>>>

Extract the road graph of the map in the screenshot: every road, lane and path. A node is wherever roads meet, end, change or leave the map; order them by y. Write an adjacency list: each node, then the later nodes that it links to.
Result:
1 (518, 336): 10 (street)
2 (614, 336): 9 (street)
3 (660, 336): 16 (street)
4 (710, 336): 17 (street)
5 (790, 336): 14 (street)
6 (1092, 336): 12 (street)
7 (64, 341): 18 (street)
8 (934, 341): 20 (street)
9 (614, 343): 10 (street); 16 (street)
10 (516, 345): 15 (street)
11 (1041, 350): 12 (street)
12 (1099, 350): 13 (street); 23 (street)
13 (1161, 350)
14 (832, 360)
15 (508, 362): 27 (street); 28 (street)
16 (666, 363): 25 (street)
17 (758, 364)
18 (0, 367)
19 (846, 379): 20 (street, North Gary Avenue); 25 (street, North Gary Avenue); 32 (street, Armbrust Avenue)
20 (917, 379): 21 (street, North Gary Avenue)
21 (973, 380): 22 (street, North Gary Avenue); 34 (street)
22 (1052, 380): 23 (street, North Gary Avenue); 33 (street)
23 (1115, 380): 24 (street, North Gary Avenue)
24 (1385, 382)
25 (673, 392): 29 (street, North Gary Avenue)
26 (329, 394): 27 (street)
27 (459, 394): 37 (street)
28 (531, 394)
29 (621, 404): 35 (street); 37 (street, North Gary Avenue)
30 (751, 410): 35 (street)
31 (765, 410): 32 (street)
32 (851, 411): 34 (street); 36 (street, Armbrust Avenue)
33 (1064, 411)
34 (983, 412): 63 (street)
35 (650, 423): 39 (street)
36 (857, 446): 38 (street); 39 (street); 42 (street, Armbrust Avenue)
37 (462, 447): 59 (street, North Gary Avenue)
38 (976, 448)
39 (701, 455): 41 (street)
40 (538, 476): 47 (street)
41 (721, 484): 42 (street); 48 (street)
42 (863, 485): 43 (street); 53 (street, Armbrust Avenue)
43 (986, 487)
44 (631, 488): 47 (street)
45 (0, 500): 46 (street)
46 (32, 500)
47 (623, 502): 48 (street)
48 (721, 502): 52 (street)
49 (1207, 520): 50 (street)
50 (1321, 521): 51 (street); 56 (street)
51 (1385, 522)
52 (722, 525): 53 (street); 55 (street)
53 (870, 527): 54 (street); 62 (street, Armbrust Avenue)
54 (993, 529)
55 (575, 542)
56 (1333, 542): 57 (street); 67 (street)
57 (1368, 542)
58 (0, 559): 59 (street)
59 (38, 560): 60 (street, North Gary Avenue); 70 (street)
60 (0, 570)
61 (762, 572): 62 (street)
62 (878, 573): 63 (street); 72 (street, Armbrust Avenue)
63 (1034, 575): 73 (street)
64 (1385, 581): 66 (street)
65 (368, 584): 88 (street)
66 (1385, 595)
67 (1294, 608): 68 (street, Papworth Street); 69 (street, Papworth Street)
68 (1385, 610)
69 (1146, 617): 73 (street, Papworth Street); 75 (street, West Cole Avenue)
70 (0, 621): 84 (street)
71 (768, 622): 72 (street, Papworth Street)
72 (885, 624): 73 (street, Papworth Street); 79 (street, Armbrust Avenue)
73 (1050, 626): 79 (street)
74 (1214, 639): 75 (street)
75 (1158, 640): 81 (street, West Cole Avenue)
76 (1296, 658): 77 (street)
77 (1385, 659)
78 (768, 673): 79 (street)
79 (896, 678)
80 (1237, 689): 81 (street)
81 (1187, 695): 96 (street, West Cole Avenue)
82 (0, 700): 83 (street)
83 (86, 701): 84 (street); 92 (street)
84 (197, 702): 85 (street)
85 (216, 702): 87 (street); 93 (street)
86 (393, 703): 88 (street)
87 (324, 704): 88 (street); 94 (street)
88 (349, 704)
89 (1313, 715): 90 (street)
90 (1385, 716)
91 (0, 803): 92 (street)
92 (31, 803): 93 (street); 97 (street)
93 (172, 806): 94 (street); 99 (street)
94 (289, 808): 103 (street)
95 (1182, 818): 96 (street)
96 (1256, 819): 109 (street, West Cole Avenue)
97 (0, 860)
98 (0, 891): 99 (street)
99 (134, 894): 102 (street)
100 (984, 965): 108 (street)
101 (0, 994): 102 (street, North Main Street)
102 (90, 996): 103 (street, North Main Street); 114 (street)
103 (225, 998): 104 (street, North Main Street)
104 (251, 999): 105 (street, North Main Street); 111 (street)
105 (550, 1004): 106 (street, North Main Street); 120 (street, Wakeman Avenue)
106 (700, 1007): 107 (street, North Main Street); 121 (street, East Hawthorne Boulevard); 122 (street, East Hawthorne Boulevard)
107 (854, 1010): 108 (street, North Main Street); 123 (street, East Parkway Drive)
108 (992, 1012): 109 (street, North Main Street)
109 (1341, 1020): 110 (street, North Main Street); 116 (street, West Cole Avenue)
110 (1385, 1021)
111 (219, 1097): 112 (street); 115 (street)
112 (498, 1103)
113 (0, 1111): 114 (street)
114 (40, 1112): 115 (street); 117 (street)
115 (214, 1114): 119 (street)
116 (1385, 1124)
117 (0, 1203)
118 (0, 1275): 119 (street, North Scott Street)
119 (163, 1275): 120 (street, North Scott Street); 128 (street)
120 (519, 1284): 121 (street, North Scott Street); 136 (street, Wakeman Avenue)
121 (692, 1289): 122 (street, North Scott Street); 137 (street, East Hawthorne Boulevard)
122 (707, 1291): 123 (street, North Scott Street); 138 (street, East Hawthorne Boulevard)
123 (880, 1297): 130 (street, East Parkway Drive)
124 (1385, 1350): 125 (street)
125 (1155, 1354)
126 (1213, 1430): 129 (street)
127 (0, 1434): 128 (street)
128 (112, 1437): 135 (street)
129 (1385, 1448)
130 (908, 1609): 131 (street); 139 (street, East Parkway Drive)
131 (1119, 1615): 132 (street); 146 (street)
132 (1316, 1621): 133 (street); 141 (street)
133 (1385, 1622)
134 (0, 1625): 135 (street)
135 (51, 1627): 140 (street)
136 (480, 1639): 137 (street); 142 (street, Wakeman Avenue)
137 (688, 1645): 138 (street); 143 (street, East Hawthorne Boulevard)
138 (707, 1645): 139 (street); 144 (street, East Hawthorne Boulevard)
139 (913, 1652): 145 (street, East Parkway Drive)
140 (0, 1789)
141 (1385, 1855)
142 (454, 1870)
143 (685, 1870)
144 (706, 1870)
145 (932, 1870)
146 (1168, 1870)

<<<

• **What you will do**
Check each line above for "East" and return the ones that have it.

• **Answer to this task**
106 (700, 1007): 107 (street, North Main Street); 121 (street, East Hawthorne Boulevard); 122 (street, East Hawthorne Boulevard)
107 (854, 1010): 108 (street, North Main Street); 123 (street, East Parkway Drive)
121 (692, 1289): 122 (street, North Scott Street); 137 (street, East Hawthorne Boulevard)
122 (707, 1291): 123 (street, North Scott Street); 138 (street, East Hawthorne Boulevard)
123 (880, 1297): 130 (street, East Parkway Drive)
130 (908, 1609): 131 (street); 139 (street, East Parkway Drive)
137 (688, 1645): 138 (street); 143 (street, East Hawthorne Boulevard)
138 (707, 1645): 139 (street); 144 (street, East Hawthorne Boulevard)
139 (913, 1652): 145 (street, East Parkway Drive)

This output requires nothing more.